Parent pans westward across a projection of the downtown Los Angeles skyline by moving his hand to the
left, he raises it to simultaneously enlarge the buildings. “We’re panning and
zooming,” exclaims Mr. Underkoffler. “And you still
have another hand.”
Mr.
Parent toggled between a rooftop video of downtown Los Angeles and an overhead map to analyze the
scene from different angles. With hand flicks, he zipped forward and backward
through the video clip and noticed the gradual movement of a window-washing
crane atop a distant skyscraper, something that was undetectable at the video’s
regular speed. In a battle situation, that crane could be a piece of
slow-moving heavy artillery.
Mr.
Mattson believes that removing the normal computer interface allows the brain
to combine space and time data faster to identify threats. “This toold isn’t a panacea, but it’s
part of the solution,” says Gerald Perryman Jr., a retired Air Force general
who is Raytheon’s vice president for intelligence and surveillance systems.

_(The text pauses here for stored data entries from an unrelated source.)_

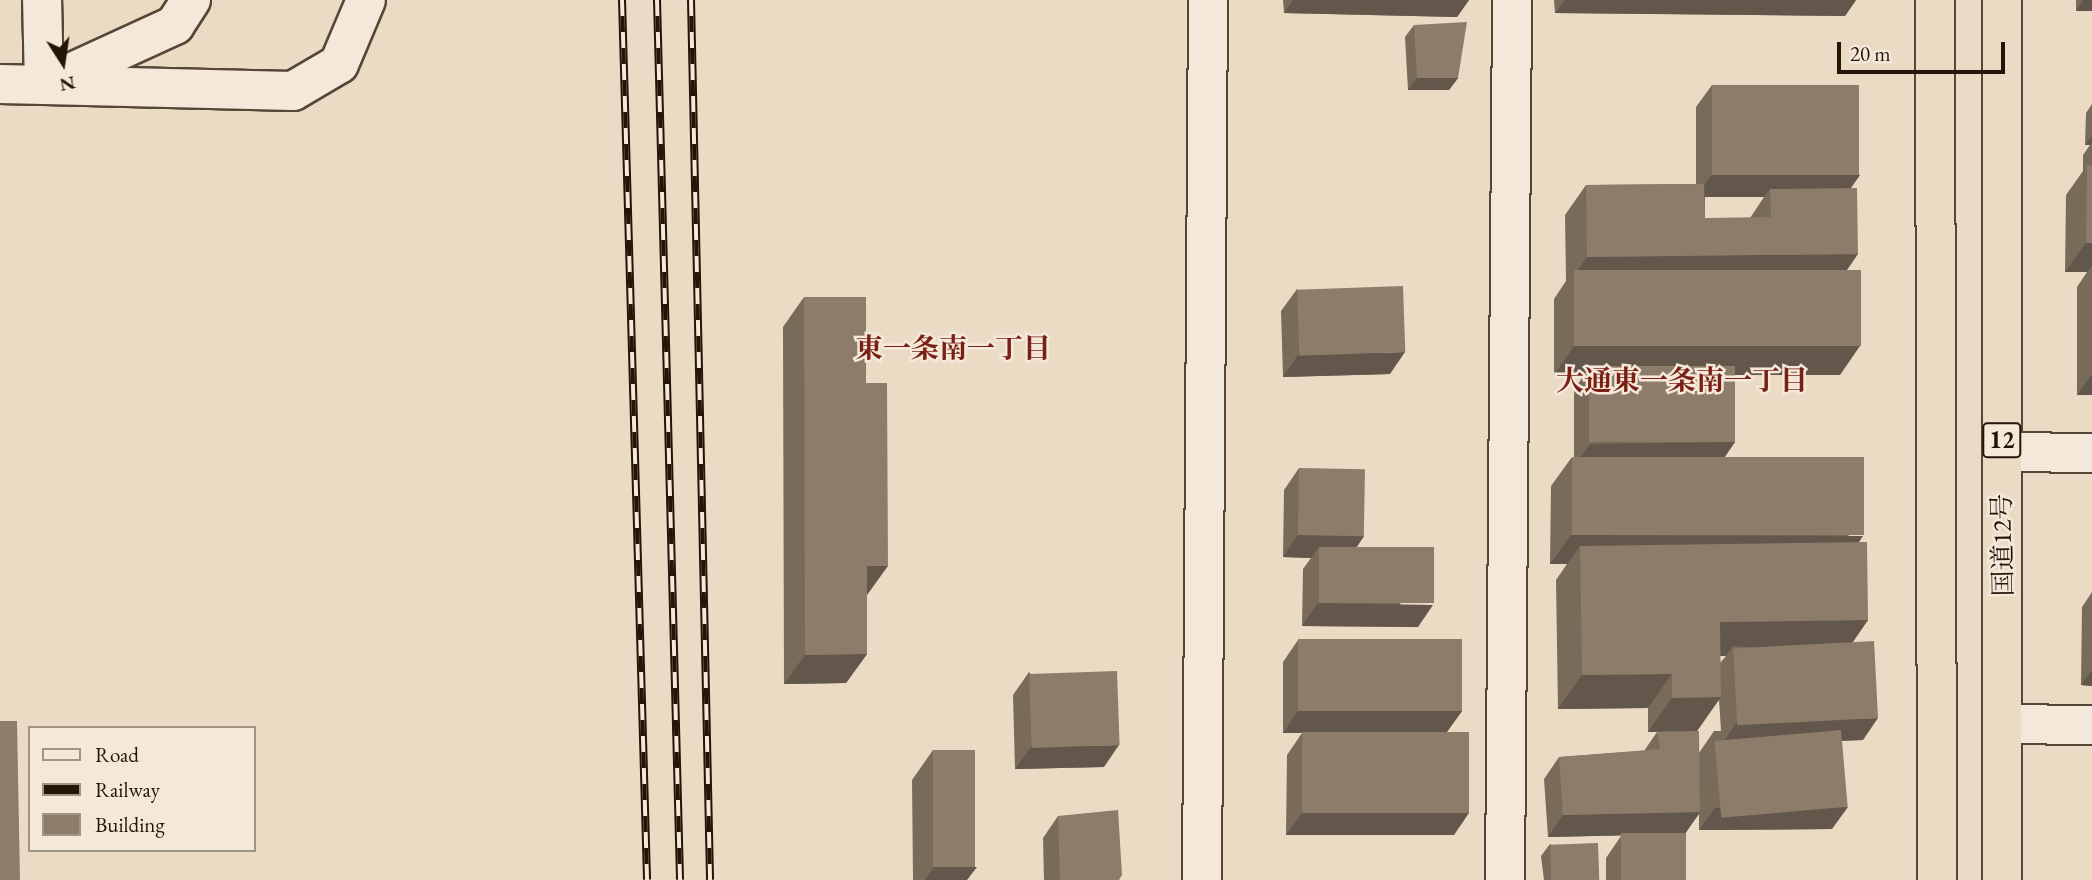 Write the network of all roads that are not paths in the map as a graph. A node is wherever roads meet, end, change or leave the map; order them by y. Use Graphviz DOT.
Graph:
graph roads {
  1 [pos="42,0"];
  2 [pos="191,0"];
  3 [pos="366,0"];
  4 [pos="1208,0"];
  5 [pos="1512,0"];
  6 [pos="1935,0"];
  7 [pos="2002,0"];
  8 [pos="0,84"];
  9 [pos="44,85"];
  10 [pos="2002,452"];
  11 [pos="2092,453"];
  12 [pos="2006,724"];
  13 [pos="2092,725"];
  14 [pos="1202,880"];
  15 [pos="1505,880"];
  16 [pos="1937,880"];
  17 [pos="2002,880"];
  1 -- 9 [label="street"];
  2 -- 9 [label="street"];
  3 -- 9 [label="street"];
  4 -- 14 [label="street"];
  5 -- 15 [label="street"];
  6 -- 16 [label="highway"];
  7 -- 10 [label="highway, 国道12号 / 12"];
  8 -- 9 [label="street"];
  10 -- 11 [label="street"];
  10 -- 12 [label="highway, 国道12号 / 12"];
  12 -- 13 [label="street"];
  12 -- 17 [label="highway, 国道12号 / 12"];
}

“This may give us a fighting chance to put the clues together.” Mr. Perryman
acknowledges that gesture-dominated command centers with three-dimensional
display aren’t likely for a decade.
Raytheon
is working on more immediate applications, such as a device called a Common
Tactical Blackboard to offer a portable bird’s-eye view of a battle zone and software
that suggests combat responses. But Mr. Underkoffler retains the right to pursue commercial uses,
such as command-and-control operations for railroads and ports, and virtual
wind tunnels for industrial designers. Videogames are also in the mix. With
similar but less advanced technology, Sony
Corp. already markets the EyeToy, in which a camera
captures a person’s movements and incorporates them into the game on TV.